The most sensitive option is the public PaaS, because it is a multi-tenant cloud infrastructure, where users share servers controlled exclusively by IBM. Bluemix public today runs in data centers in Dallas and London. The company announced this week a partnership with Chinese data center provider 21Vianet to operate the service in China and plans to launch a Sydney location in the near future, Vanderham said.
Even with the public cloud option, however, if you choose an instance in London, you can rest assured it will not exchange data with any location you haven’t requested, he explained.
With a single account, a user can define where their application is deployed and, importantly, where services used by that application will be delivered from. While one of the things that make the PaaS valuable is development environment and the automated infrastructure it runs on, the rest of its value comes from the 100-plus application services available to developers, including among other things IBM’s Big Data analytics and cognitive computing services called Watson.
Your application may be hosted in London, but you may choose the services to be delivered from an IBM data center in Germany, for example. If you need to store your own data accessed by your application that runs on Bluemix in a specific location, you can use either a dedicated instance in a SoftLayer data center, or, if there isn’t a SoftLayer data center in that location, you can deploy a local instance in a data center of your choice.
IBM’s response to the Safe Harbor ruling so far has been similar to the response by other major cloud providers. It posted a notice on its website telling customers they can rely on the alternative set of data transfer rules for EU members – the so-called Model Clauses – to continue to operate legally if they move data between US and Europe. This would be for companies that run their own services on top ofIBM's cloud infrastructure and need to move data across the Atlantic.
More than 20 IBM services covered by Model Clauses are on IBM’s list, and “clearly, Bluemix is going to go in that direction,” Vanderham said. All the application services available through Bluemix will over time move to the Model Clause model as well, he added.

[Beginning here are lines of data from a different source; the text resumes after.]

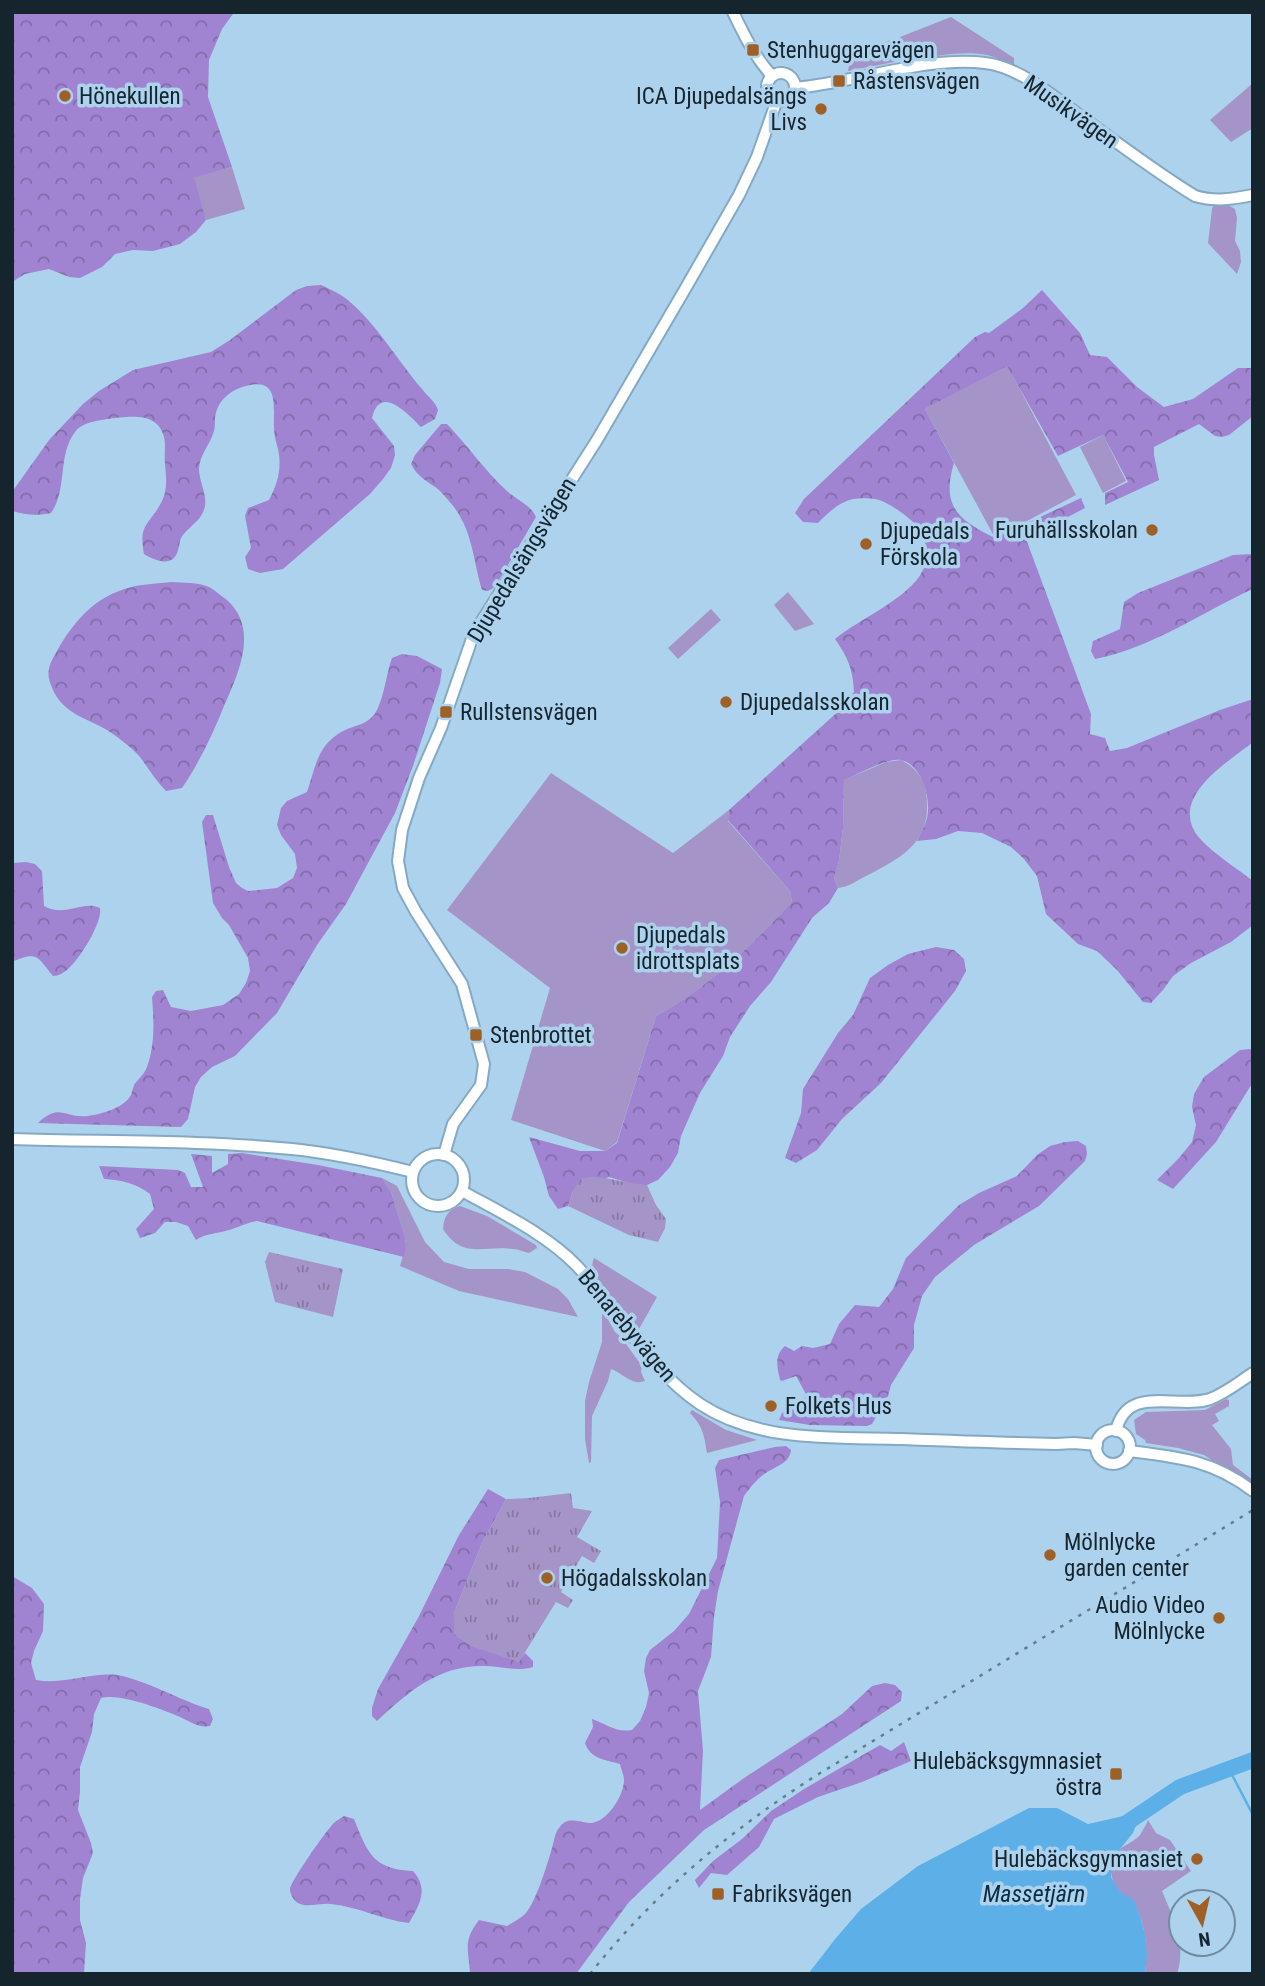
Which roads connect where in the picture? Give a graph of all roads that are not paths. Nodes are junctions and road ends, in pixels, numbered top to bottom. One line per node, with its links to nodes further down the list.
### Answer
1 (733, 12): 2 (street)
2 (772, 76): 3 (street); 4 (street)
3 (795, 88): 4 (street, Musikvägen); 5 (street, Musikvägen)
4 (777, 100): 7 (street, Djupedalsängsvägen)
5 (1253, 195)
6 (12, 1139): 8 (street)
7 (444, 1155): 8 (street); 9 (street)
8 (413, 1172): 9 (street)
9 (462, 1191): 12 (street, Benarebyvägen)
10 (1253, 1373): 11 (street)
11 (1116, 1431): 12 (street); 13 (street)
12 (1097, 1445): 13 (street)
13 (1129, 1451): 14 (street)
14 (1253, 1491)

Overall, IBM prefers to deploy Bluemix and other cloud services in its SoftLayer data centers. That’s not possible everywhere, however. In China, for instance, a foreign company must partner with a Chinese company if you want to set up shop there.
“Laws and rules set forth by the Chinese government require that you … have a cloud service delivery certification, and that has to be done by a Chinese national company,” Vanderham said. “While we continue to investigate the options to bring SoftLayer to China, we chose to partner with 21Vianet because of our previous relationship with them, which we had since 2013 around cloud managed services.”
The Chinese data center company provides IBM’s managed services in China. It has a similar relationship with Microsoft, providing its Azure and Office 365 cloud services out of its data centers in the country.